10/09/09
RAFAEL ARGULLOL. “El País”, Madrid 07/09/2009 [elpais.com]
En los últimos tiempos, algunos de los mejores profesores abandonan precipitadamente la Universidad acogiéndose a jubilaciones anticipadas. Con pocas excepciones, las causas acaban concretándose en dos: el desinterés intelectual de los estudiantes y la progresiva asfixia burocrática de la vida universitaria. La mayoría de los profesores aludidos son gentes que en su juventud apostaron por aquel ideal humanista e ilustrado que aconsejaba recurrir a la educación para mejorar a la sociedad y que ahora se baten en retirada, abatidos algunos y otros aparentemente aliviados ante la perspectiva de buscar refugio en opciones menos utópicas.
El primero de los factores es objeto de numerosos comentarios desde hace dos o tres lustros.
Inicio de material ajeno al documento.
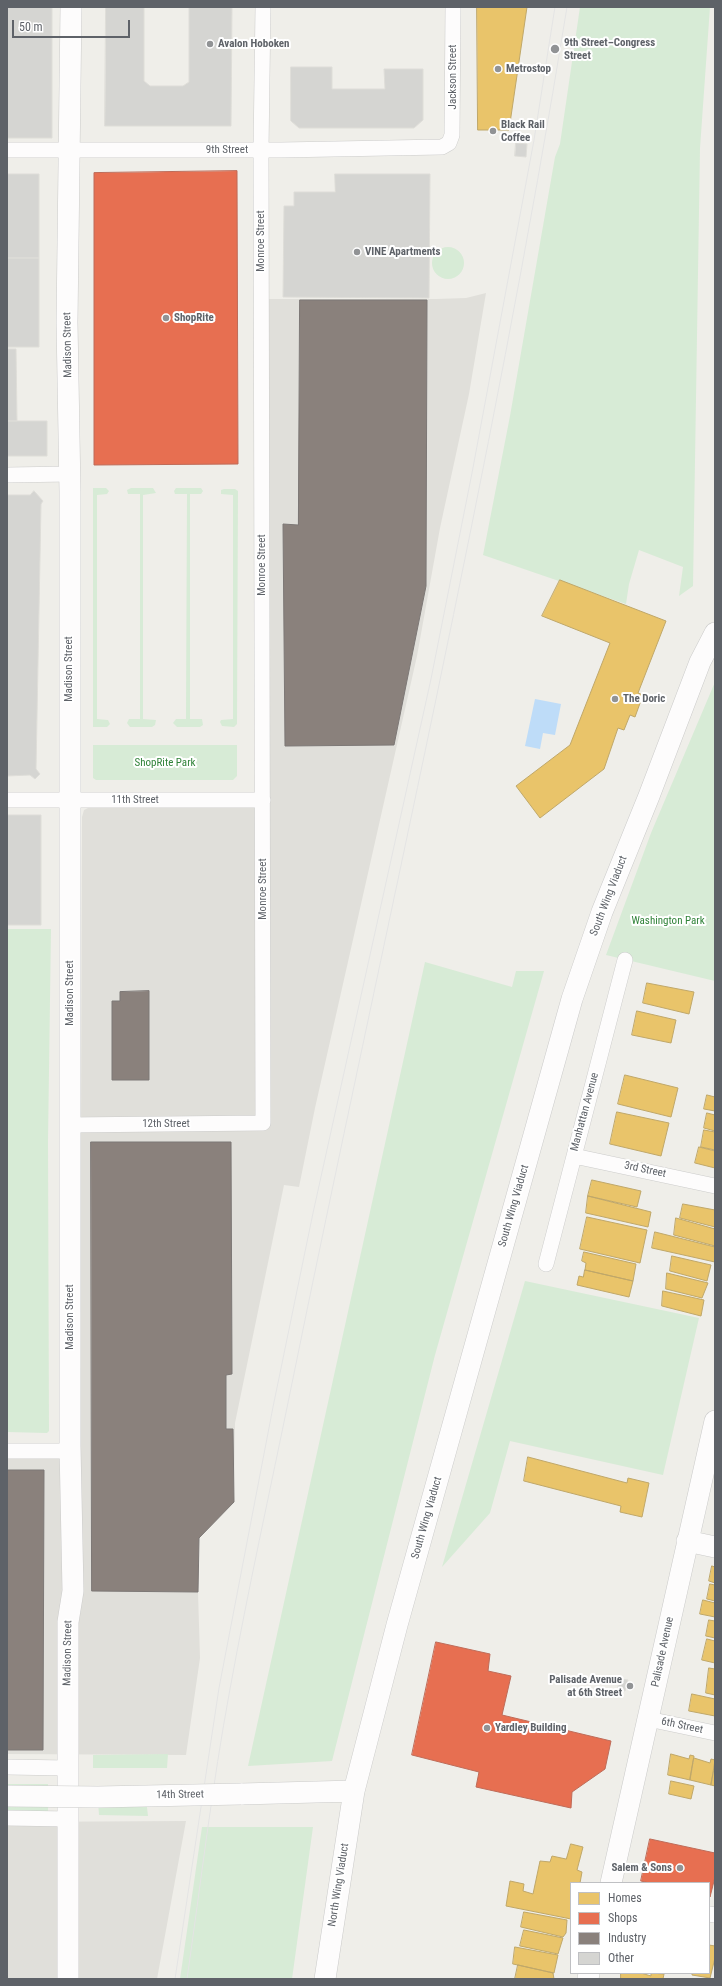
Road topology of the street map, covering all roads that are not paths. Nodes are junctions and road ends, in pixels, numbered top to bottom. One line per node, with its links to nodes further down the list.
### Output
1 (71, 7): 6 (main road, Madison Street)
2 (263, 7): 7 (street, Monroe Street)
3 (453, 7): 4 (street, Jackson Street)
4 (446, 145): 7 (street, 9th Street)
5 (7, 150): 6 (street, 9th Street)
6 (70, 150): 7 (street, 9th Street); 9 (main road, Madison Street)
7 (261, 150): 13 (street, Monroe Street)
8 (7, 474): 9 (street)
9 (70, 474): 12 (main road, Madison Street)
10 (715, 633): 29 (main road, South Wing Viaduct)
11 (7, 800): 12 (street, 11th Street)
12 (70, 800): 13 (street, 11th Street); 16 (main road, Madison Street)
13 (263, 800): 15 (street, Monroe Street)
14 (625, 960): 17 (street, Manhattan Avenue)
15 (263, 1123): 16 (street, 12th Street)
16 (69, 1125): 22 (main road, Madison Street)
17 (574, 1156): 18 (street, 3rd Street); 19 (street, Manhattan Avenue)
18 (715, 1186)
19 (546, 1264)
20 (715, 1421): 23 (main road, Palisade Avenue)
21 (7, 1450): 22 (street)
22 (70, 1451): 28 (main road, Madison Street)
23 (687, 1541): 24 (main road); 25 (main road, Palisade Avenue)
24 (715, 1547)
25 (648, 1718): 26 (street, 6th Street); 34 (main road, Palisade Avenue)
26 (715, 1733)
27 (7, 1767): 28 (street)
28 (67, 1768): 32 (main road, Madison Street)
29 (354, 1791): 30 (main road, 14th Street, bridge); 36 (main road, North Wing Viaduct)
30 (7, 1796)
31 (7, 1814): 32 (street)
32 (69, 1816): 33 (street); 35 (main road, Madison Street)
33 (7, 1818)
34 (611, 1882)
35 (68, 1979)
36 (325, 1979)

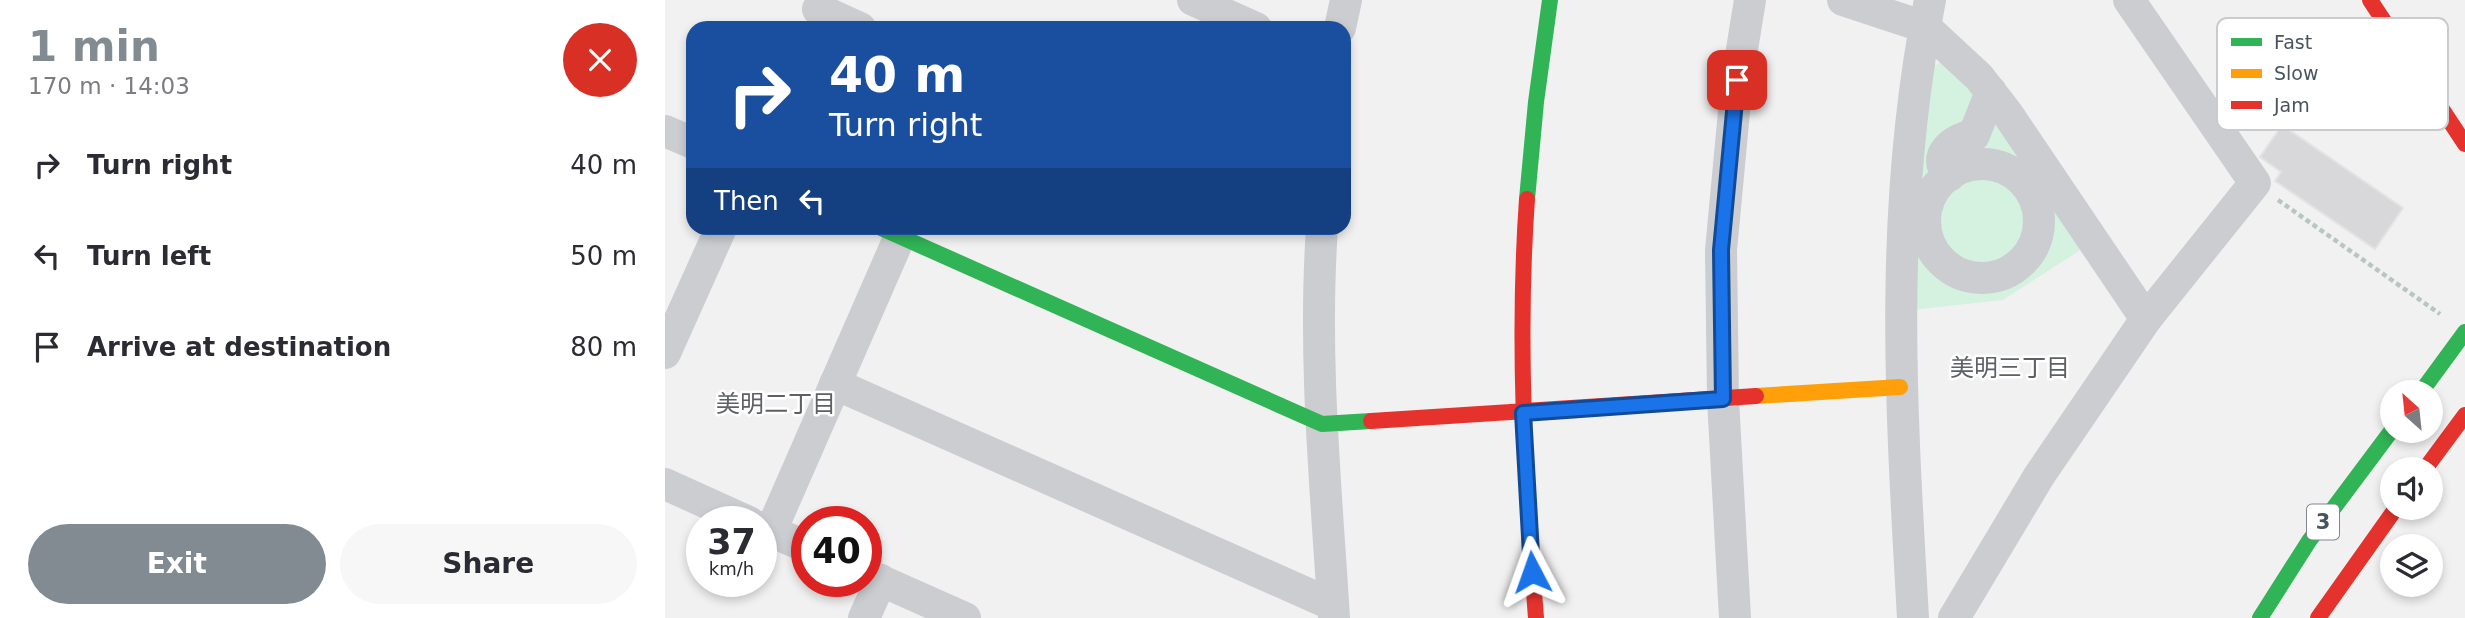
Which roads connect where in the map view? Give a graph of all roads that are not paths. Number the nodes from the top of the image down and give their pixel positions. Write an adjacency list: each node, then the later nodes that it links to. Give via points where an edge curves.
1 (1193, 0): 12 (street)
2 (1346, 0): 13 (street)
3 (1550, 0): 35 (main road, via 1529,158)
4 (1750, 0): 34 (street, via 1737,80 1721,250)
5 (1843, 0): 9 (street)
6 (2129, 0): 16 (street)
7 (2370, 0): 10 (main road)
8 (816, 12): 11 (street)
9 (1927, 13): 14 (street); 27 (street, via 1911,117)
10 (2382, 18)
11 (841, 21)
12 (1240, 21)
13 (1342, 21)
14 (1991, 92): 21 (street, via 1974,135 1947,147 1942,169); 28 (street)
15 (2448, 118): 20 (main road)
16 (2217, 128)
17 (2219, 130): 28 (street, via 2255,183)
18 (665, 131): 19 (street)
19 (686, 141)
20 (2465, 144)
21 (1949, 176): 26 (street, via 1929,200 1925,219); 26 (street, via 1973,165 2008,170 2033,195 2039,231 2023,262 2008,273 1989,278 1969,277)
22 (718, 235): 30 (street)
23 (890, 235): 32 (street)
24 (898, 235): 37 (main road)
25 (1317, 235): 37 (street)
26 (1936, 256): 27 (street)
27 (1900, 275): 33 (street)
28 (2146, 319): 52 (street, via 2039,476)
29 (2465, 332): 31 (main road)
30 (665, 353)
31 (2430, 380)
32 (835, 384): 42 (street); 46 (street)
33 (1900, 387): 34 (main road); 51 (street)
34 (1723, 399): 35 (main road); 50 (street)
35 (1523, 413): 37 (main road); 49 (main road)
36 (2465, 415): 39 (main road)
37 (1322, 424): 46 (street)
38 (2382, 443): 53 (main road, 3, via 2309,541)
39 (2434, 457)
40 (665, 484): 41 (street)
41 (714, 506)
42 (771, 506)
43 (2387, 520): 54 (main road, 3)
44 (882, 581): 48 (street)
45 (869, 597): 47 (street)
46 (1333, 611)
47 (864, 618)
48 (965, 618)
49 (1535, 618)
50 (1735, 618)
51 (1913, 618)
52 (1955, 618)
53 (2260, 618)
54 (2318, 618)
Un amigo lo resumía con contundencia al considerar que los estudiantes universitarios eran el grupo con menos interés cultural de nuestra sociedad, y eso explicaba que no leyeran la prensa escrita, a no ser que fuera gratuita, que no acudieran a libros ajenos a las bibliografías obligatorias o que no asistieran a conferencias si no eran premiadas con créditos útiles para aprobar cursos. Aunque podría matizarse la afirmación de mi amigo, en términos generales responde a una realidad antipática pero cierta, por más que todos los implicados en el circuito de la enseñanza reconozcan que no se trata de la mayor o menor inteligencia o sensibilidad de los universitarios actuales con respecto a generaciones precedentes, sino de otra cosa.
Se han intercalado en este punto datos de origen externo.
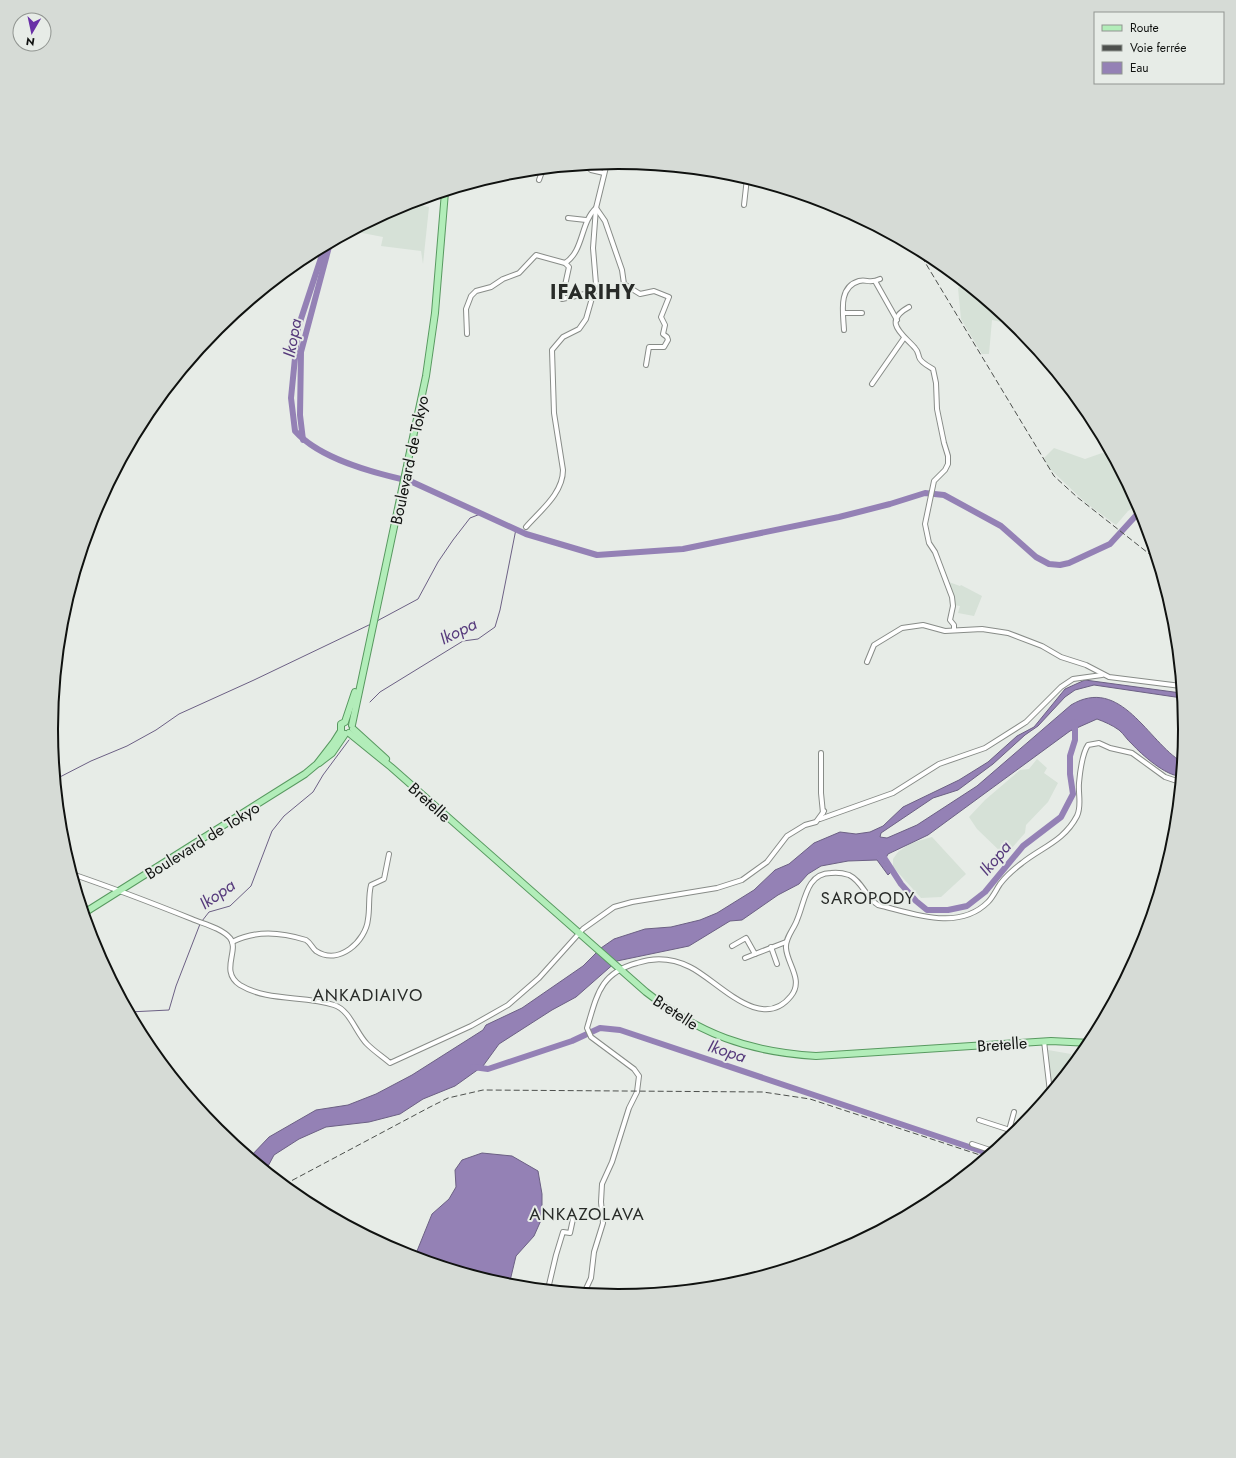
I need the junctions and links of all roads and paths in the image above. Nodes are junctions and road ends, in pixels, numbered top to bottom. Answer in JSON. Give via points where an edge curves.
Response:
{"nodes":[{"id":1,"x":605,"y":169,"type":"edge"},
{"id":2,"x":591,"y":170,"type":"edge"},
{"id":3,"x":604,"y":173,"type":"junction"},
{"id":4,"x":541,"y":175,"type":"edge"},
{"id":5,"x":539,"y":180,"type":"dead end"},
{"id":6,"x":746,"y":184,"type":"edge"},
{"id":7,"x":445,"y":197,"type":"edge"},
{"id":8,"x":744,"y":205,"type":"dead end"},
{"id":9,"x":596,"y":208,"type":"junction"},
{"id":10,"x":568,"y":218,"type":"dead end"},
{"id":11,"x":586,"y":220,"type":"junction"},
{"id":12,"x":566,"y":263,"type":"junction"},
{"id":13,"x":880,"y":279,"type":"dead end"},
{"id":14,"x":875,"y":281,"type":"junction"},
{"id":15,"x":594,"y":292,"type":"junction"},
{"id":16,"x":909,"y":307,"type":"dead end"},
{"id":17,"x":843,"y":313,"type":"junction"},
{"id":18,"x":862,"y":313,"type":"dead end"},
{"id":19,"x":896,"y":320,"type":"junction"},
{"id":20,"x":844,"y":330,"type":"dead end"},
{"id":21,"x":467,"y":334,"type":"dead end"},
{"id":22,"x":904,"y":338,"type":"junction"},
{"id":23,"x":646,"y":365,"type":"dead end"},
{"id":24,"x":872,"y":384,"type":"dead end"},
{"id":25,"x":526,"y":527,"type":"dead end"},
{"id":26,"x":954,"y":629,"type":"junction"},
{"id":27,"x":867,"y":662,"type":"dead end"},
{"id":28,"x":1092,"y":669,"type":"junction"},
{"id":29,"x":1102,"y":675,"type":"junction"},
{"id":30,"x":1090,"y":676,"type":"junction"},
{"id":31,"x":361,"y":678,"type":"junction"},
{"id":32,"x":1176,"y":685,"type":"edge"},
{"id":33,"x":345,"y":722,"type":"junction"},
{"id":34,"x":348,"y":730,"type":"junction"},
{"id":35,"x":821,"y":753,"type":"dead end"},
{"id":36,"x":1175,"y":780,"type":"edge"},
{"id":37,"x":824,"y":811,"type":"junction"},
{"id":38,"x":389,"y":854,"type":"dead end"},
{"id":39,"x":78,"y":876,"type":"edge"},
{"id":40,"x":120,"y":890,"type":"junction"},
{"id":41,"x":88,"y":910,"type":"edge"},
{"id":42,"x":581,"y":936,"type":"junction"},
{"id":43,"x":232,"y":942,"type":"junction"},
{"id":44,"x":786,"y":942,"type":"junction"},
{"id":45,"x":732,"y":946,"type":"dead end"},
{"id":46,"x":771,"y":947,"type":"junction"},
{"id":47,"x":755,"y":954,"type":"junction"},
{"id":48,"x":745,"y":958,"type":"dead end"},
{"id":49,"x":777,"y":964,"type":"dead end"},
{"id":50,"x":619,"y":969,"type":"junction"},
{"id":51,"x":1044,"y":1042,"type":"junction"},
{"id":52,"x":1082,"y":1042,"type":"edge"},
{"id":53,"x":1049,"y":1086,"type":"edge"},
{"id":54,"x":1014,"y":1112,"type":"dead end"},
{"id":55,"x":979,"y":1120,"type":"dead end"},
{"id":56,"x":1008,"y":1130,"type":"joint"},
{"id":57,"x":972,"y":1144,"type":"dead end"},
{"id":58,"x":988,"y":1149,"type":"edge"},
{"id":59,"x":573,"y":1219,"type":"dead end"},
{"id":60,"x":549,"y":1284,"type":"edge"},
{"id":61,"x":586,"y":1288,"type":"edge"}],
"edges":[{"from":1,"to":3,"type":"street"},
{"from":2,"to":3,"type":"street"},
{"from":3,"to":9,"type":"street"},
{"from":4,"to":5,"type":"street"},
{"from":6,"to":8,"type":"street"},
{"from":7,"to":31,"type":"main road","name":"Boulevard de Tokyo","via":[[435,313],[426,376]]},
{"from":9,"to":11,"type":"street"},
{"from":9,"to":15,"type":"street","via":[[593,248],[596,284]]},
{"from":9,"to":23,"type":"street","via":[[605,221],[622,270],[624,284],[640,294],[654,291],[669,296],[661,317],[665,325],[662,334],[668,340],[664,347],[649,347]]},
{"from":10,"to":11,"type":"street"},
{"from":11,"to":12,"type":"street","via":[[574,256]]},
{"from":12,"to":15,"type":"street","via":[[569,270],[562,298]]},
{"from":12,"to":21,"type":"street","via":[[536,255],[519,273],[491,287],[476,291],[466,309]]},
{"from":13,"to":14,"type":"street"},
{"from":14,"to":17,"type":"street","via":[[860,281],[849,285]]},
{"from":14,"to":19,"type":"street"},
{"from":15,"to":25,"type":"street","via":[[583,324],[579,329],[563,337],[552,350],[554,413],[563,480],[558,490]]},
{"from":16,"to":19,"type":"street","via":[[903,310]]},
{"from":17,"to":18,"type":"street"},
{"from":17,"to":20,"type":"street"},
{"from":19,"to":22,"type":"street","via":[[896,327]]},
{"from":22,"to":24,"type":"street"},
{"from":22,"to":26,"type":"street","via":[[935,374],[937,409],[948,464],[946,470],[934,481],[925,524],[929,543],[952,597],[950,620]]},
{"from":26,"to":27,"type":"street","via":[[945,631],[923,625],[902,628],[874,645]]},
{"from":26,"to":28,"type":"street","via":[[982,629],[1008,633]]},
{"from":28,"to":29,"type":"street"},
{"from":28,"to":30,"type":"street"},
{"from":29,"to":30,"type":"street"},
{"from":29,"to":32,"type":"street"},
{"from":30,"to":37,"type":"street","via":[[1073,679],[1061,687],[1026,722],[985,748],[939,764],[893,793],[819,819]]},
{"from":31,"to":33,"type":"main road"},
{"from":31,"to":34,"type":"main road","name":"Boulevard de Tokyo"},
{"from":33,"to":34,"type":"main road","name":"Bretelle"},
{"from":33,"to":34,"type":"main road","via":[[340,726]]},
{"from":34,"to":40,"type":"main road","name":"Boulevard de Tokyo","via":[[332,752],[271,797]]},
{"from":34,"to":42,"type":"main road","name":"Bretelle","via":[[388,761],[391,767]]},
{"from":35,"to":37,"type":"street","via":[[821,793]]},
{"from":36,"to":44,"type":"street","via":[[1165,777],[1132,753],[1092,743],[1085,751],[1076,817],[1056,841],[1028,858],[1006,878],[982,907],[952,918],[924,917],[878,905],[871,901],[857,881],[850,876],[840,872],[828,873],[812,881]]},
{"from":37,"to":42,"type":"street","via":[[816,822],[805,825],[787,836],[767,862],[742,880],[717,888],[614,907]]},
{"from":38,"to":43,"type":"street","via":[[384,879],[371,885],[366,926],[360,939],[350,950],[339,954],[325,954],[316,951],[306,940],[265,932]]},
{"from":39,"to":40,"type":"street"},
{"from":40,"to":41,"type":"main road","name":"Boulevard de Tokyo"},
{"from":40,"to":43,"type":"street","via":[[216,928]]},
{"from":42,"to":43,"type":"street","via":[[508,1005],[447,1038],[390,1063],[366,1043],[343,1009],[304,998],[259,994],[239,984],[230,969]]},
{"from":42,"to":50,"type":"main road","name":"Bretelle"},
{"from":44,"to":46,"type":"street"},
{"from":44,"to":50,"type":"street","via":[[796,977],[794,991],[782,1004],[766,1010],[755,1008],[729,995],[688,966],[666,959],[651,958]]},
{"from":45,"to":47,"type":"street","via":[[746,938]]},
{"from":46,"to":47,"type":"street"},
{"from":46,"to":49,"type":"street"},
{"from":47,"to":48,"type":"street"},
{"from":50,"to":51,"type":"main road","name":"Bretelle","via":[[662,1005],[686,1021],[735,1042],[779,1053],[816,1056]]},
{"from":50,"to":61,"type":"street","via":[[599,988],[587,1028],[591,1037],[634,1069],[639,1079],[637,1092],[602,1184],[603,1223],[594,1252],[591,1278]]},
{"from":51,"to":52,"type":"main road","name":"Bretelle","via":[[1062,1040]]},
{"from":51,"to":53,"type":"street"},
{"from":54,"to":56,"type":"street"},
{"from":55,"to":56,"type":"street"},
{"from":57,"to":58,"type":"street"},
{"from":59,"to":60,"type":"street","via":[[570,1232],[563,1232]]}]}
Esta "otra cosa" es lo que ha desgastado irreparablemente a los profesores que optan por marcharse a casa. Éstos no se han sentido ofendidos tanto por la ignorancia como por el desinterés. Es decir, lo degradante no ha sido comprobar que la mayoría de estudiantes desconocen el teorema de Pitágoras -como sucede- o ignoran si Cristo pertenece al Nuevo o al Antiguo Testamento -como también sucede-, sino advertir que esos desconocimientos no representaban problema alguno para los ignorantes, los cuales, adiestrados en la impunidad ante la ignorancia, no creían en absoluto en el peso favorable que el conocimiento podía aportar a sus futuras existencias.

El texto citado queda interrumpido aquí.